The Japanese Yen (JPY) has been performing well in the past week, appreciating over 2% according to ING’s FX strategist Francesco Pesole. Despite this positive momentum, there is still some hesitation in the markets regarding a potential move by the Bank of Japan (BoJ) by the end of the year. BoJ Governor Kazuo Ueda maintained a hawkish tone, hinting at the possibility of further rate hikes. The marginal CPI surprise this morning also supports the case for a hawkish stance. However, the markets only have a 10 basis point hike priced in by December, leading some analysts to believe that a hike may be underpriced at this point.

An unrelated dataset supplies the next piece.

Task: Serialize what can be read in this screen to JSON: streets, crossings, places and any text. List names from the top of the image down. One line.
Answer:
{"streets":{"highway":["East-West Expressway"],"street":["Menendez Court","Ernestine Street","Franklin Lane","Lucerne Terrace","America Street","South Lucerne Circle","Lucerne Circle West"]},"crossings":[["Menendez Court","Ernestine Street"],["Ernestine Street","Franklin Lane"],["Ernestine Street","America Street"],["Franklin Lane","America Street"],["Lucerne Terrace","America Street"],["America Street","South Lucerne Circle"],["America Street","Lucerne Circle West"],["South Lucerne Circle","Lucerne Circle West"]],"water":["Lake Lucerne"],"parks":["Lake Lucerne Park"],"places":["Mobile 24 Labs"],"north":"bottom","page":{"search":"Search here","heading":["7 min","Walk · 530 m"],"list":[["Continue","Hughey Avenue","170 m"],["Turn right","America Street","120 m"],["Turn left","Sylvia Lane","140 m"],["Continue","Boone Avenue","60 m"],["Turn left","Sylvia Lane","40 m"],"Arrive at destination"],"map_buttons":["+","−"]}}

The USD/JPY pair may see some upward movement today due to Federal Reserve Chair Jerome Powell’s cautious tone. However, ING’s FX strategist believes that the overall trend for the pair is downward as pressure from carry trades is unlikely to build up again into a potential Fed rate cut. This means that the yen could continue to strengthen against the dollar in the coming weeks. Despite the positive economic indicators and hawkish signals from the BoJ, the overall sentiment in the markets remains cautious, which could limit any significant gains for the JPY in the short term.
While the BoJ is maintaining a hawkish stance and hinting at the possibility of further rate hikes, the markets are not fully convinced of a move by year-end. The current pricing only indicates a 10 basis point hike by December, which some analysts believe is not fully reflective of the potential for a rate increase. The marginal CPI surprise this morning, with a higher than expected year-on-year increase, also supports the case for a hawkish stance. However, the overall sentiment in the markets remains cautious, with a wait-and-see approach prevailing among investors.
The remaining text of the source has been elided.